Town officials said that approach protects East Haven’s financial stability while preserving essential services.
"Our administration has worked hard to rebuild East Haven’s financial foundation, and this rating shows that those efforts are being recognized by outside professionals who understand municipal finance," Carfora said.
Town officials also pointed to the longer-term trajectory of East Haven’s bond ratings over the last decade.
Since 2011, East Haven’s S&P bond rating improved from BBB+ to A- in 2014, and then to A+ in 2016.
While the town’s rating was reduced to A in 2020 during a period of reserve pressure and broader fiscal challenges, S&P later revised the town's outlook before restoring and affirming the town's A+ rating with a stable outlook.
Officials said the rating history reflects "years of work focused on rebuilding reserves, improving budgeting
practices, reducing financial volatility, and approaching long-term obligations in a more disciplined and sustainable
manner."
that all said, the report also acknowledged challenges facing East Haven and many Connecticut municipalities, including rising health insurance costs, special education costs, debt service, pension and OPEB obligations, and limited
opportunities for large-scale tax base growth, Carfora said.

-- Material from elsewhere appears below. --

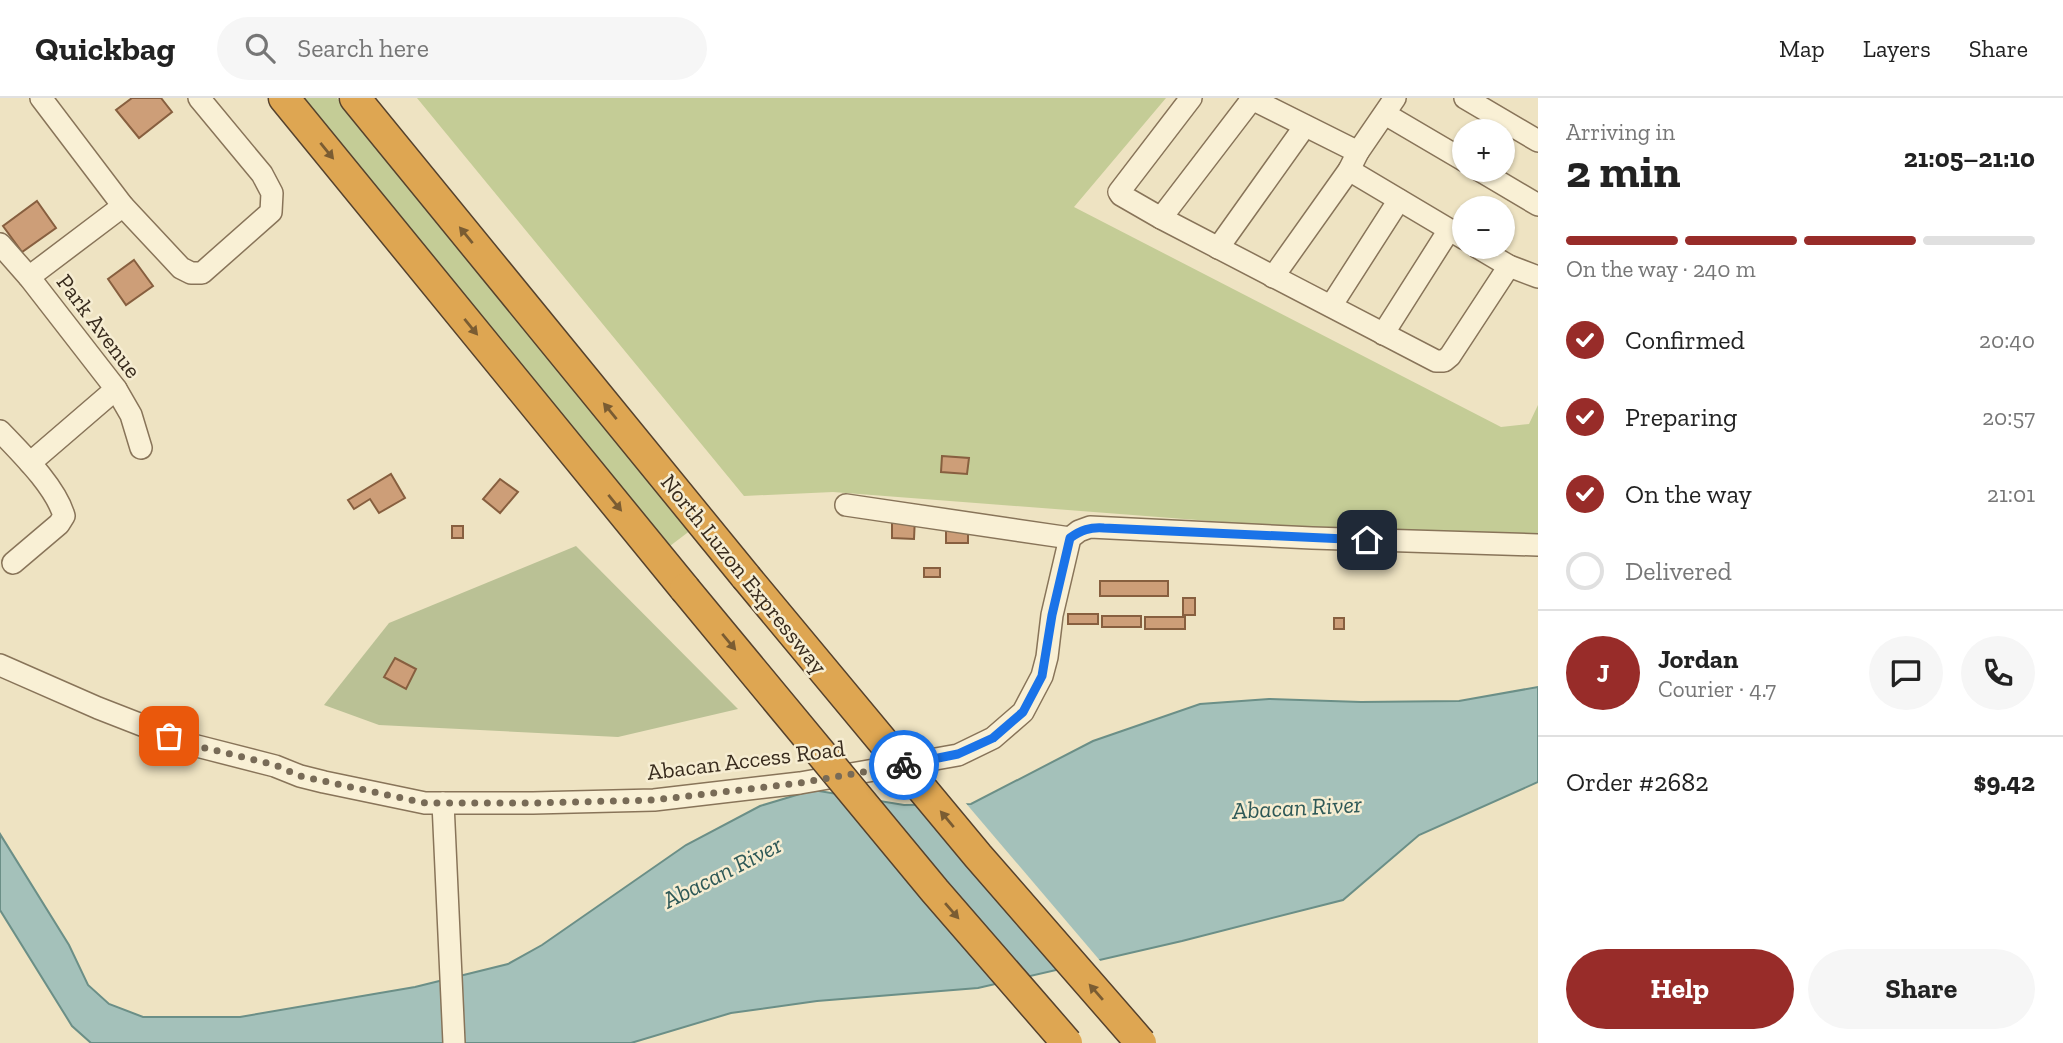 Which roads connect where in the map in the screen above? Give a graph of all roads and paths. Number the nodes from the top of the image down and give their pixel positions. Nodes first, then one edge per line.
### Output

S&P’s stable outlook reflects its expectation that the town will maintain stable financial results and reserves, supported by its management practices.
"This does not mean the work is finished," Carfora said. "It means the work is being done. East Haven is honest about its obligations, careful with its spending, and focused on protecting the services residents depend on. That is
what responsible government is supposed to do."